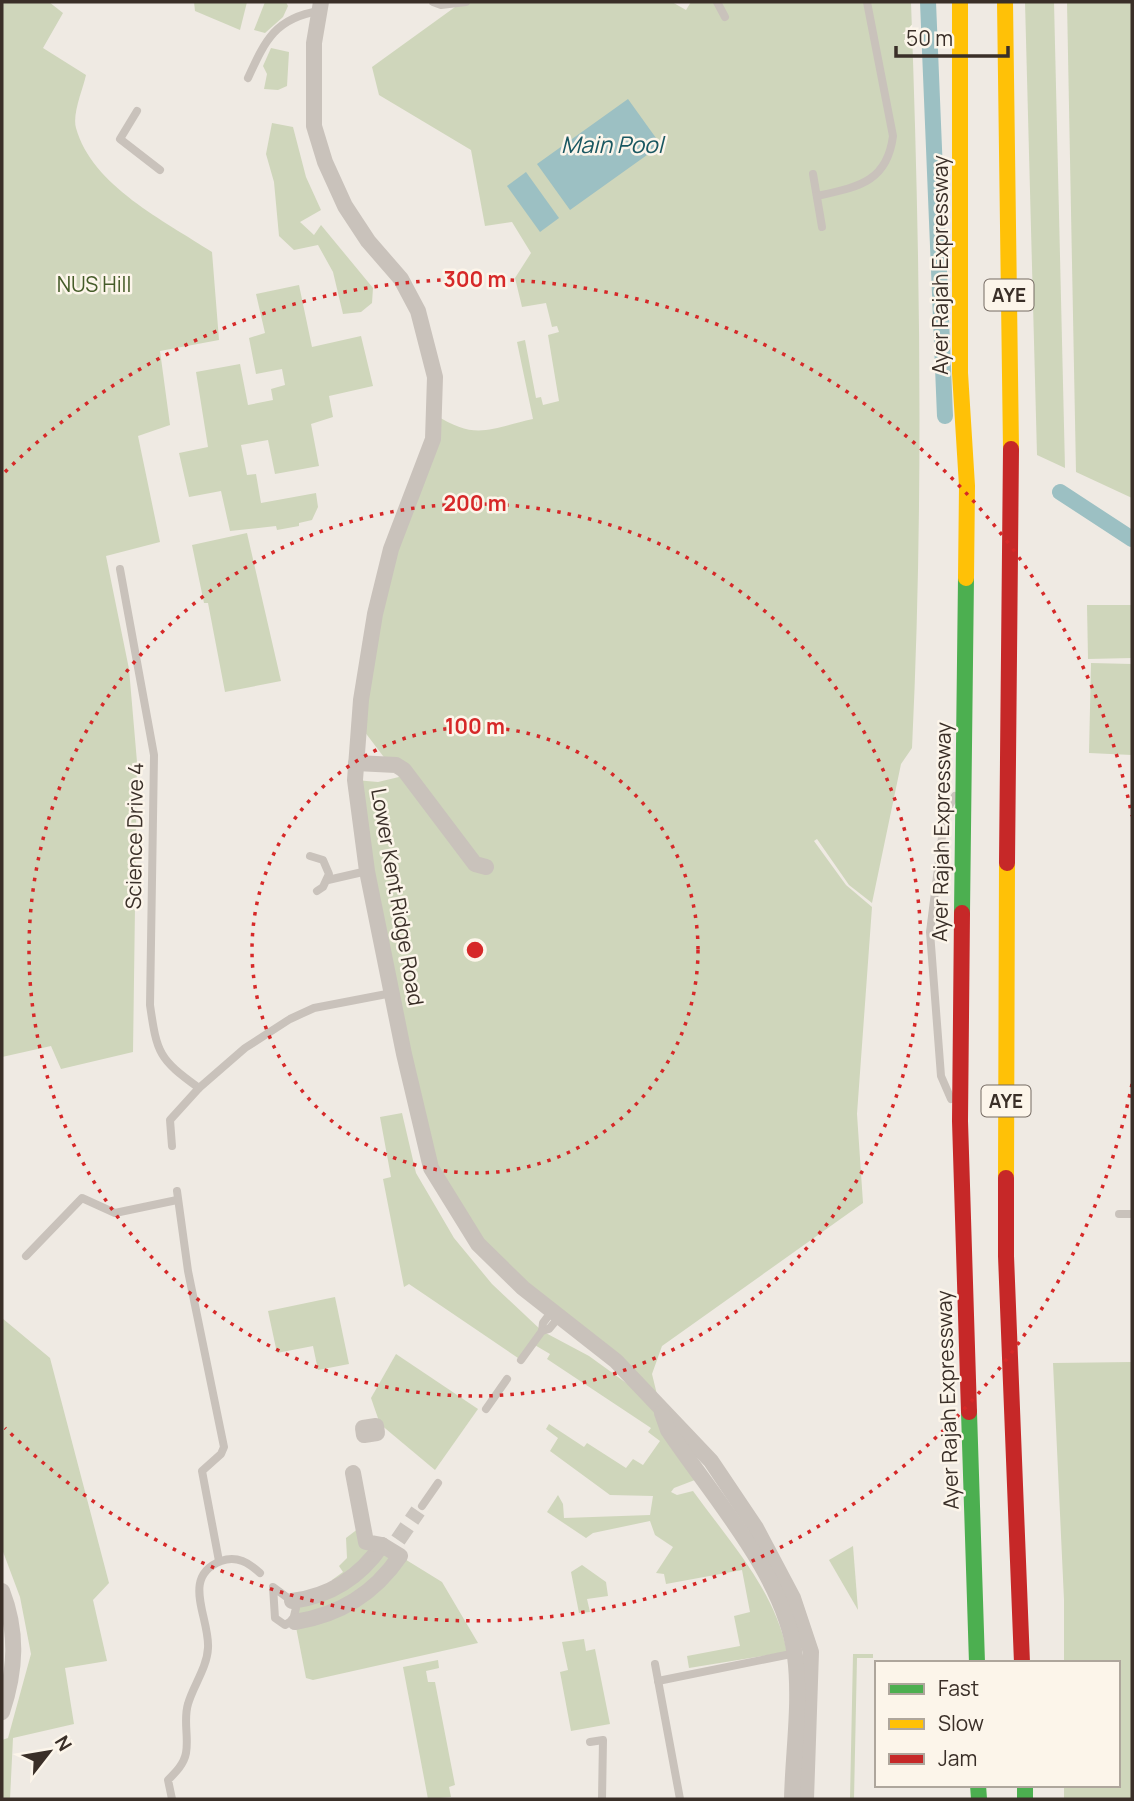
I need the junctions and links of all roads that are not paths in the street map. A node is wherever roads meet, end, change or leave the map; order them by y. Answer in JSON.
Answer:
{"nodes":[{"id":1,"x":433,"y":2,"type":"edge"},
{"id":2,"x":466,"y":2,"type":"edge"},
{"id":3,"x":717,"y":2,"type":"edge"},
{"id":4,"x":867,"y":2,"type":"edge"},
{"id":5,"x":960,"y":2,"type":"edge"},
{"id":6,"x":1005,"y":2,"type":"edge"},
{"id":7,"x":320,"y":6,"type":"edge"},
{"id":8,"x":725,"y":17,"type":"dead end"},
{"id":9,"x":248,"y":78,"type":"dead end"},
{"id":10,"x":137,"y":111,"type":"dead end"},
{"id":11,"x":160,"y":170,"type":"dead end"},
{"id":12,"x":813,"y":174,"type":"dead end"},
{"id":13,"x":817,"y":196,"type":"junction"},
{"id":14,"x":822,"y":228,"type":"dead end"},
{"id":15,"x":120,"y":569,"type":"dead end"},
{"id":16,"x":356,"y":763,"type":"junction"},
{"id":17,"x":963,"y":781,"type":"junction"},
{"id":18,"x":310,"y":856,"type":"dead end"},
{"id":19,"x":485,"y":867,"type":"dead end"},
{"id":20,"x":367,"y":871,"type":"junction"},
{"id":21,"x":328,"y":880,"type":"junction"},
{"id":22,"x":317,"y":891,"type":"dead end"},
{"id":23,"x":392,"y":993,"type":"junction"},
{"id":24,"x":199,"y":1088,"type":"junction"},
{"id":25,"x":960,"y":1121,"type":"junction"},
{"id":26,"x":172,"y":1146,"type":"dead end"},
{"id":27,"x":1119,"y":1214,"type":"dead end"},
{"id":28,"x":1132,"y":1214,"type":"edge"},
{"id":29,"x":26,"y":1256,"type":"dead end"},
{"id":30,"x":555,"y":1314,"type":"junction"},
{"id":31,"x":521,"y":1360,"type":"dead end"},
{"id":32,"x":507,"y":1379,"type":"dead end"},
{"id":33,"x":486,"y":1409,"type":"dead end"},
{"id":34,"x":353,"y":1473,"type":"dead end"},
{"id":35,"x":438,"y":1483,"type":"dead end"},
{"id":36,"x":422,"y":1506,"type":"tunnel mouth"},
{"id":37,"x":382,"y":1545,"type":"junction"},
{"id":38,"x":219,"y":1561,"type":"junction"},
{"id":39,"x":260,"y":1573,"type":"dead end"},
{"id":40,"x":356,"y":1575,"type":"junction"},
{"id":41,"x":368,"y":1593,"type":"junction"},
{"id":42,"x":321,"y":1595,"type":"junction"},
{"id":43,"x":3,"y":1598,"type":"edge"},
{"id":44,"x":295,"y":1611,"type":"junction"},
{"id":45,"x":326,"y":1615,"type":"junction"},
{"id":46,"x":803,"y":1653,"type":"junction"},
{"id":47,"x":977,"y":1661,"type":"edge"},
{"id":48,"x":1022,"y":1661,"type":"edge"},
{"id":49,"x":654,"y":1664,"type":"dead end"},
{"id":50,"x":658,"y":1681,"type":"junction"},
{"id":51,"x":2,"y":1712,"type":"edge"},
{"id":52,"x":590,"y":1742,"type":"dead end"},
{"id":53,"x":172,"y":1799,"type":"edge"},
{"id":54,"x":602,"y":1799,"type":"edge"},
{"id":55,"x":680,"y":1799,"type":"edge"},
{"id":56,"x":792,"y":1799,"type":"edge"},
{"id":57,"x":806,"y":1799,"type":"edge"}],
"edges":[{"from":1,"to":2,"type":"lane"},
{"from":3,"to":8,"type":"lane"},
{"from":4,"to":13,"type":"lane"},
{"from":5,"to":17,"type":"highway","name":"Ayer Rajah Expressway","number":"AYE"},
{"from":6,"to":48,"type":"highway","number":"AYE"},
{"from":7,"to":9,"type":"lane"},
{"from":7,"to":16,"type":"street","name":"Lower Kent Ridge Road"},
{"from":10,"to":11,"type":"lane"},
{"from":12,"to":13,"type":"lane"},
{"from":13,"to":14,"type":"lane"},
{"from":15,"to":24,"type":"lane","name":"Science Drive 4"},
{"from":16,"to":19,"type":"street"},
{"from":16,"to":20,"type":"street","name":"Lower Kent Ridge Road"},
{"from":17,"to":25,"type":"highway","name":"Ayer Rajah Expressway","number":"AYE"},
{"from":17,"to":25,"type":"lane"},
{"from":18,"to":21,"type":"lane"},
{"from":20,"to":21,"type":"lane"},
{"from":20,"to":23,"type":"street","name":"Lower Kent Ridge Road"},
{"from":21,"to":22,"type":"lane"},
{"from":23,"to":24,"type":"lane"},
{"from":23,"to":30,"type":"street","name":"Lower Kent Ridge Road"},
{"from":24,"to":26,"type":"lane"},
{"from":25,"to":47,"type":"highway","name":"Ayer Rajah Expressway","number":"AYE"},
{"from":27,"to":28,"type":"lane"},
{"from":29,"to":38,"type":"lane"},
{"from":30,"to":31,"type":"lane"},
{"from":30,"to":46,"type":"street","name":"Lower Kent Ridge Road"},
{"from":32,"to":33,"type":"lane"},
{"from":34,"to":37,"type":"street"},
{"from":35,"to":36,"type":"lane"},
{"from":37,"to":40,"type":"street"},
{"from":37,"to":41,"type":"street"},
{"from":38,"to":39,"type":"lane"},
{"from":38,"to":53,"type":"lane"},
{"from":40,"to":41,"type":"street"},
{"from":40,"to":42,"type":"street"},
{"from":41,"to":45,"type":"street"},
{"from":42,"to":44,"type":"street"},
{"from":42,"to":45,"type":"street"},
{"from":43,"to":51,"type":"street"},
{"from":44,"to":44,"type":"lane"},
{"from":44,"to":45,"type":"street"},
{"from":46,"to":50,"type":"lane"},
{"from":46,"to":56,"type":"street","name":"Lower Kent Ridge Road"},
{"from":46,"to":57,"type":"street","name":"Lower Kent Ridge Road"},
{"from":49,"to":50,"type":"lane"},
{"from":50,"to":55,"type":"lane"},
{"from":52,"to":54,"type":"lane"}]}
-=-=-
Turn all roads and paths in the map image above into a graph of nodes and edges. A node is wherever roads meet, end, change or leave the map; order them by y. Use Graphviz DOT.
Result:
-=-=-
YOUR ASSIGNMENT -> Go line by line through the entries above and tally those that hold the word "roads"; give the tally alone.

COMPLETED TASK -> 2